En parallèle, le secrétaire d'Etat français aux Affaires européennes, Clément Beaune, a aussi appelé ce mardi à monter au créneau concernant le traité de libre-échange entre l'UE et l'Australie, négocié par la Commission depuis 2018. "On ne peut pas faire comme si de rien n'était, nous devons ouvrir toutes les options", a-t-il déclaré lors d'une réunion ministérielle à Bruxelles. Mais là encore, suspense. "Il n'est pas du tout garanti que Bruxelles suive Paris sur ces différentes questions", prévient Yves Bertoncini, président du Mouvement Européen-France et ancien diplomate. "Les Européens sont dans leur majorité atlantistes et restent assez sceptiques vis-à-vis de l'attitude de cavalier seul qui est parfois celle de la France".
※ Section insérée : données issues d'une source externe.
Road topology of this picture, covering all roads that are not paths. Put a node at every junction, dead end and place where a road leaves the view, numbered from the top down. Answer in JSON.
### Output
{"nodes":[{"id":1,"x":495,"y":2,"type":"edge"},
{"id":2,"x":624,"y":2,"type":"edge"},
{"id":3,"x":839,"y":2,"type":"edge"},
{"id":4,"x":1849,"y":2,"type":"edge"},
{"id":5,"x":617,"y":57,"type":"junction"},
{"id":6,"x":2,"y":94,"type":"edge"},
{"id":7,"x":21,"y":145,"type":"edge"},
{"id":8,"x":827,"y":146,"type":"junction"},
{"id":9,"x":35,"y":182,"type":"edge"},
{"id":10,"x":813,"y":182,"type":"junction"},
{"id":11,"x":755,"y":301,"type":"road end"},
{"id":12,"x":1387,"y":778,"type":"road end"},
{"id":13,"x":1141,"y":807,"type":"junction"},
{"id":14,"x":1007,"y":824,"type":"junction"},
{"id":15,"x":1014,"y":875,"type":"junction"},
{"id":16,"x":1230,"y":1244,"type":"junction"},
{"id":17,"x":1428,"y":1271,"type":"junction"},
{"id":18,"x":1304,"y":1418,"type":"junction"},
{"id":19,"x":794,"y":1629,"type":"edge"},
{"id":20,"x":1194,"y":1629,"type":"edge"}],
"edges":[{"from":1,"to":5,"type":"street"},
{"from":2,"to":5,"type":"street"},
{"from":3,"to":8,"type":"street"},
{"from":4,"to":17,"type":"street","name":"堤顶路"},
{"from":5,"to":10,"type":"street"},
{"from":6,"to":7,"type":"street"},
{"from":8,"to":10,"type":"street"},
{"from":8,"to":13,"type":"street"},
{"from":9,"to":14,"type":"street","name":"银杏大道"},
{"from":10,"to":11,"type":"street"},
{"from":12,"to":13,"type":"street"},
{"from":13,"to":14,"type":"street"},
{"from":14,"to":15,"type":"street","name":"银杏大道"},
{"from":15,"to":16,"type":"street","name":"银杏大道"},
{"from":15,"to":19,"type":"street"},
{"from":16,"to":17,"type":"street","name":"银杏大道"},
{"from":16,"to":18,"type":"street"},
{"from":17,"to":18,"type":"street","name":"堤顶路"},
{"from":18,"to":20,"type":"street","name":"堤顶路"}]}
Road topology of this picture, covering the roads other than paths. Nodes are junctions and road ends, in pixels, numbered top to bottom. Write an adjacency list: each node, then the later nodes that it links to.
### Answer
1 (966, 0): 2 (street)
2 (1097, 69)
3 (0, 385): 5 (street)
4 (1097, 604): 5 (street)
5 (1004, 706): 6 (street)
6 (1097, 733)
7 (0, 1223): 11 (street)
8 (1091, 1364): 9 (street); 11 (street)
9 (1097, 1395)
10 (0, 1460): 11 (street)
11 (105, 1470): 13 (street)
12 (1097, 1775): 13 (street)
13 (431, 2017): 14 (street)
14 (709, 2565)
La question de l'autonomie stratégique

Cavalier seul ou pas, Clément Beaune a aussi insisté ce mardi sur la nécessité pour l'UE de renforcer son autonomie stratégique vis-à-vis de Washington, un cheval de bataille de longue date de Paris. "Nous devons, sans agressivité ou sans être contre nos alliés, être plus souverains, plus autonomes, plus capables de défendre nos intérêts, de penser par nous-mêmes, on l'a vu dans la crise afghane, on le voit dans cette tension du moment", a-t-il affirmé. De la même manière, le ministre des Affaires étrangères Jean-Yves le Drian avait appelé la veille au soir à "des réflexions lourdes entre Européens" face au "défaut de concertation" des Etats-Unis.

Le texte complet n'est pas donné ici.